Work request. Please print every record below exactly as it appears, but leave out the pictures.

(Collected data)
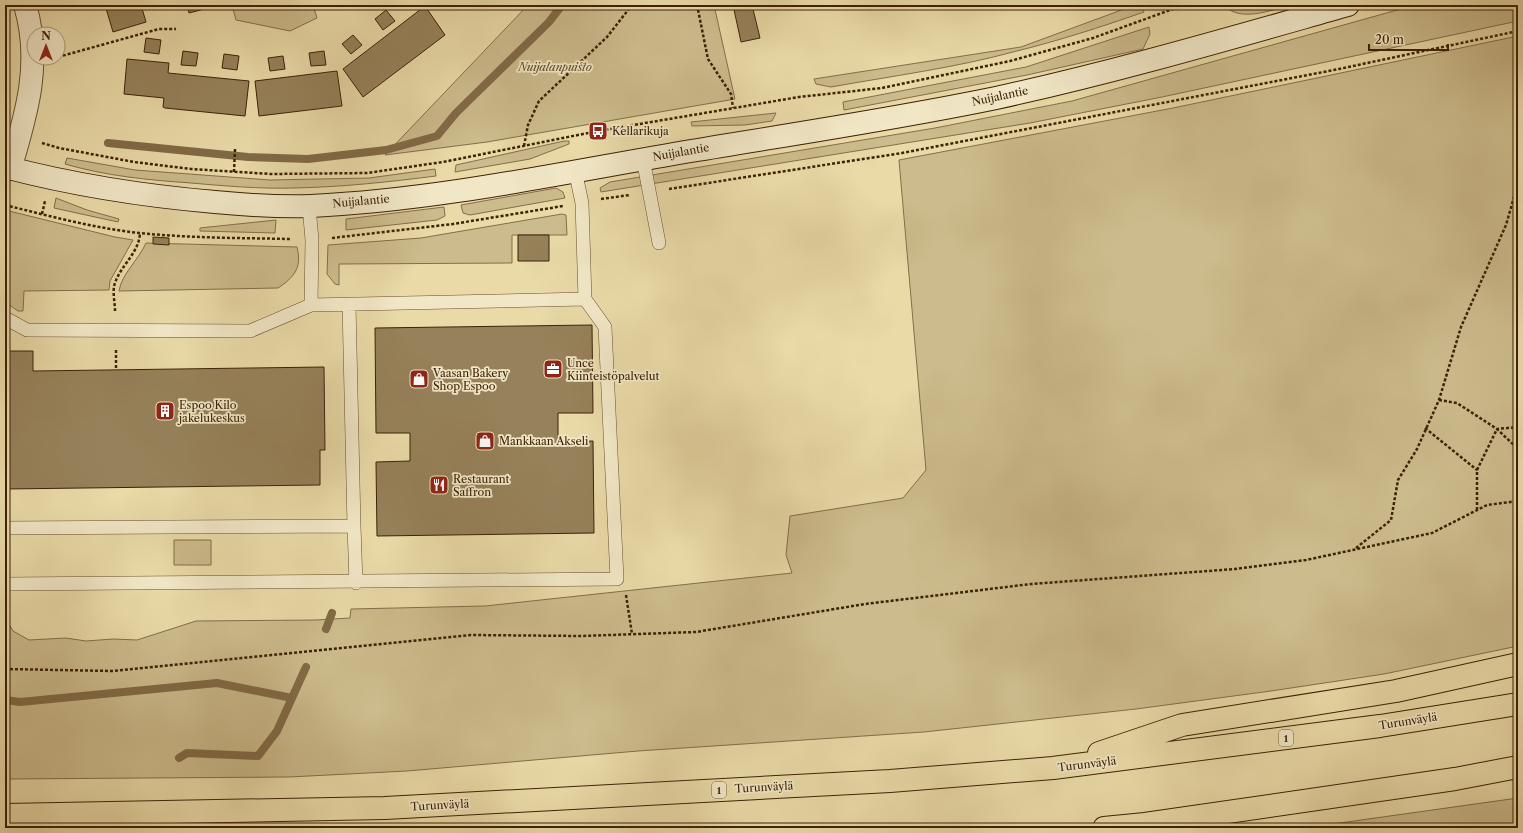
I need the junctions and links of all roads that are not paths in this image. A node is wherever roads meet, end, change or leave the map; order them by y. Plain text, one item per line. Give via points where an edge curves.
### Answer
1 (25, 5) edge
2 (1348, 5) edge
3 (643, 159) junction
4 (7, 168) edge
5 (575, 170) junction
6 (309, 206) junction
7 (659, 243) dead end
8 (585, 299) junction
9 (349, 304) junction
10 (311, 305) junction
11 (5, 318) edge
12 (354, 526) junction
13 (5, 528) edge
14 (356, 583) junction
15 (5, 584) edge
16 (1518, 664) edge
17 (1518, 704) edge
18 (1518, 767) edge
19 (1053, 768) junction
20 (5, 816) edge
21 (1104, 828) edge

1 - 4 main road via 31,26 33,72 20,136
2 - 3 main road, Nuijalantie via 1185,52 995,98
3 - 5 main road, Nuijalantie
3 - 7 lane
4 - 6 main road, Nuijalantie via 51,179 170,199 244,205
5 - 6 main road, Nuijalantie via 448,192
5 - 8 lane via 582,202
6 - 10 lane via 312,240
8 - 9 lane
8 - 14 lane via 605,327 617,579
9 - 10 lane
9 - 12 lane
10 - 11 lane via 250,331 27,330
12 - 13 lane
12 - 14 lane
14 - 15 lane
16 - 19 highway via 1396,691 1182,725
17 - 19 highway, Turunväylä / 1 via 1380,726
18 - 21 highway via 1447,780
19 - 20 highway, Turunväylä / 1 via 890,781 385,808

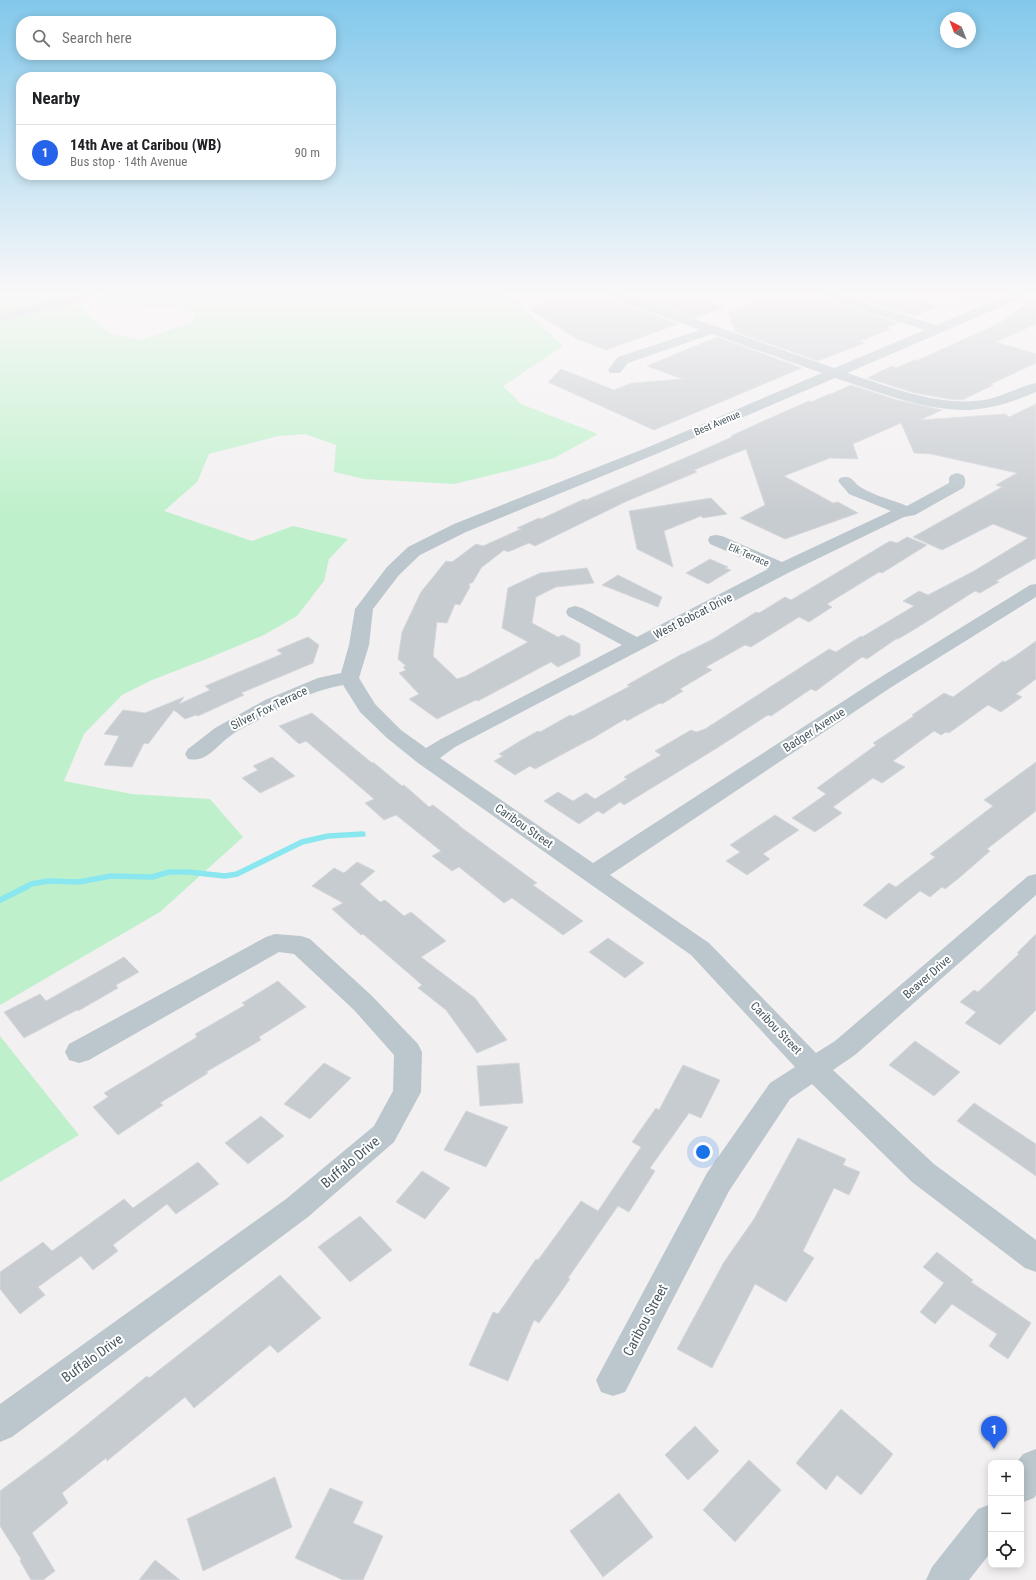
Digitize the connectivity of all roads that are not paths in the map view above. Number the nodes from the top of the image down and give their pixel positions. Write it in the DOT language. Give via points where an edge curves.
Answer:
graph roads {
  1 [pos="617,368"];
  2 [pos="821,368"];
  3 [pos="848,368"];
  4 [pos="615,370"];
  5 [pos="836,373"];
  6 [pos="1036,387"];
  7 [pos="957,478"];
  8 [pos="846,481"];
  9 [pos="909,512"];
  10 [pos="716,540"];
  11 [pos="782,570"];
  12 [pos="1036,589"];
  13 [pos="575,612"];
  14 [pos="637,645"];
  15 [pos="349,678"];
  16 [pos="196,754"];
  17 [pos="426,758"];
  18 [pos="594,874"];
  19 [pos="1036,882"];
  20 [pos="79,1052"];
  21 [pos="814,1069"];
  22 [pos="1036,1258"];
  23 [pos="613,1380"];
  24 [pos="0,1425"];
  25 [pos="1036,1466"];
  26 [pos="1024,1481"];
  27 [pos="988,1526"];
  28 [pos="944,1580"];
  1 -- 4 [label="street"];
  2 -- 5 [label="street"];
  3 -- 5 [label="street, Best Avenue"];
  5 -- 6 [label="street" via="924,400 952,405 994,403"];
  5 -- 15 [label="street, Best Avenue" via="460,528 414,551 394,571 364,609 359,645"];
  7 -- 9 [label="street, West Bobcat Drive" via="957,485"];
  8 -- 9 [label="street" via="854,491"];
  9 -- 11 [label="street, West Bobcat Drive" via="898,514"];
  10 -- 11 [label="street, Elk Terrace"];
  11 -- 14 [label="street, West Bobcat Drive"];
  12 -- 18 [label="street, Badger Avenue" via="883,684"];
  13 -- 14 [label="street"];
  14 -- 17 [label="street, West Bobcat Drive" via="448,743"];
  15 -- 16 [label="street, Silver Fox Terrace" via="325,682 272,704 222,732"];
  15 -- 17 [label="street, Caribou Street" via="367,708 394,734"];
  17 -- 18 [label="street, Caribou Street"];
  18 -- 21 [label="street, Caribou Street" via="700,949"];
  19 -- 21 [label="street, Beaver Drive" via="845,1048"];
  20 -- 24 [label="street, Buffalo Drive" via="275,943 301,945 363,1003 408,1052 407,1092 384,1134 297,1208"];
  21 -- 22 [label="street, Caribou Street" via="923,1173"];
  21 -- 23 [label="street, Caribou Street" via="780,1091 718,1182"];
  25 -- 26 [label="street"];
  27 -- 28 [label="street"];
}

Written solution.
I need the junctions and links of all roads that are not paths in this image. A node is wherever roads meet, end, change or leave the map; order them by y. Plain text, one item per line. Give via points where an edge curves.
### Answer
1 (25, 5) edge
2 (1348, 5) edge
3 (643, 159) junction
4 (7, 168) edge
5 (575, 170) junction
6 (309, 206) junction
7 (659, 243) dead end
8 (585, 299) junction
9 (349, 304) junction
10 (311, 305) junction
11 (5, 318) edge
12 (354, 526) junction
13 (5, 528) edge
14 (356, 583) junction
15 (5, 584) edge
16 (1518, 664) edge
17 (1518, 704) edge
18 (1518, 767) edge
19 (1053, 768) junction
20 (5, 816) edge
21 (1104, 828) edge

1 - 4 main road via 31,26 33,72 20,136
2 - 3 main road, Nuijalantie via 1185,52 995,98
3 - 5 main road, Nuijalantie
3 - 7 lane
4 - 6 main road, Nuijalantie via 51,179 170,199 244,205
5 - 6 main road, Nuijalantie via 448,192
5 - 8 lane via 582,202
6 - 10 lane via 312,240
8 - 9 lane
8 - 14 lane via 605,327 617,579
9 - 10 lane
9 - 12 lane
10 - 11 lane via 250,331 27,330
12 - 13 lane
12 - 14 lane
14 - 15 lane
16 - 19 highway via 1396,691 1182,725
17 - 19 highway, Turunväylä / 1 via 1380,726
18 - 21 highway via 1447,780
19 - 20 highway, Turunväylä / 1 via 890,781 385,808

Digitize the connectivity of all roads that are not paths in the map view above. Number the nodes from the top of the image down and give their pixel positions. Write it in the DOT language. Give via points where an edge curves.
Answer:
graph roads {
  1 [pos="617,368"];
  2 [pos="821,368"];
  3 [pos="848,368"];
  4 [pos="615,370"];
  5 [pos="836,373"];
  6 [pos="1036,387"];
  7 [pos="957,478"];
  8 [pos="846,481"];
  9 [pos="909,512"];
  10 [pos="716,540"];
  11 [pos="782,570"];
  12 [pos="1036,589"];
  13 [pos="575,612"];
  14 [pos="637,645"];
  15 [pos="349,678"];
  16 [pos="196,754"];
  17 [pos="426,758"];
  18 [pos="594,874"];
  19 [pos="1036,882"];
  20 [pos="79,1052"];
  21 [pos="814,1069"];
  22 [pos="1036,1258"];
  23 [pos="613,1380"];
  24 [pos="0,1425"];
  25 [pos="1036,1466"];
  26 [pos="1024,1481"];
  27 [pos="988,1526"];
  28 [pos="944,1580"];
  1 -- 4 [label="street"];
  2 -- 5 [label="street"];
  3 -- 5 [label="street, Best Avenue"];
  5 -- 6 [label="street" via="924,400 952,405 994,403"];
  5 -- 15 [label="street, Best Avenue" via="460,528 414,551 394,571 364,609 359,645"];
  7 -- 9 [label="street, West Bobcat Drive" via="957,485"];
  8 -- 9 [label="street" via="854,491"];
  9 -- 11 [label="street, West Bobcat Drive" via="898,514"];
  10 -- 11 [label="street, Elk Terrace"];
  11 -- 14 [label="street, West Bobcat Drive"];
  12 -- 18 [label="street, Badger Avenue" via="883,684"];
  13 -- 14 [label="street"];
  14 -- 17 [label="street, West Bobcat Drive" via="448,743"];
  15 -- 16 [label="street, Silver Fox Terrace" via="325,682 272,704 222,732"];
  15 -- 17 [label="street, Caribou Street" via="367,708 394,734"];
  17 -- 18 [label="street, Caribou Street"];
  18 -- 21 [label="street, Caribou Street" via="700,949"];
  19 -- 21 [label="street, Beaver Drive" via="845,1048"];
  20 -- 24 [label="street, Buffalo Drive" via="275,943 301,945 363,1003 408,1052 407,1092 384,1134 297,1208"];
  21 -- 22 [label="street, Caribou Street" via="923,1173"];
  21 -- 23 [label="street, Caribou Street" via="780,1091 718,1182"];
  25 -- 26 [label="street"];
  27 -- 28 [label="street"];
}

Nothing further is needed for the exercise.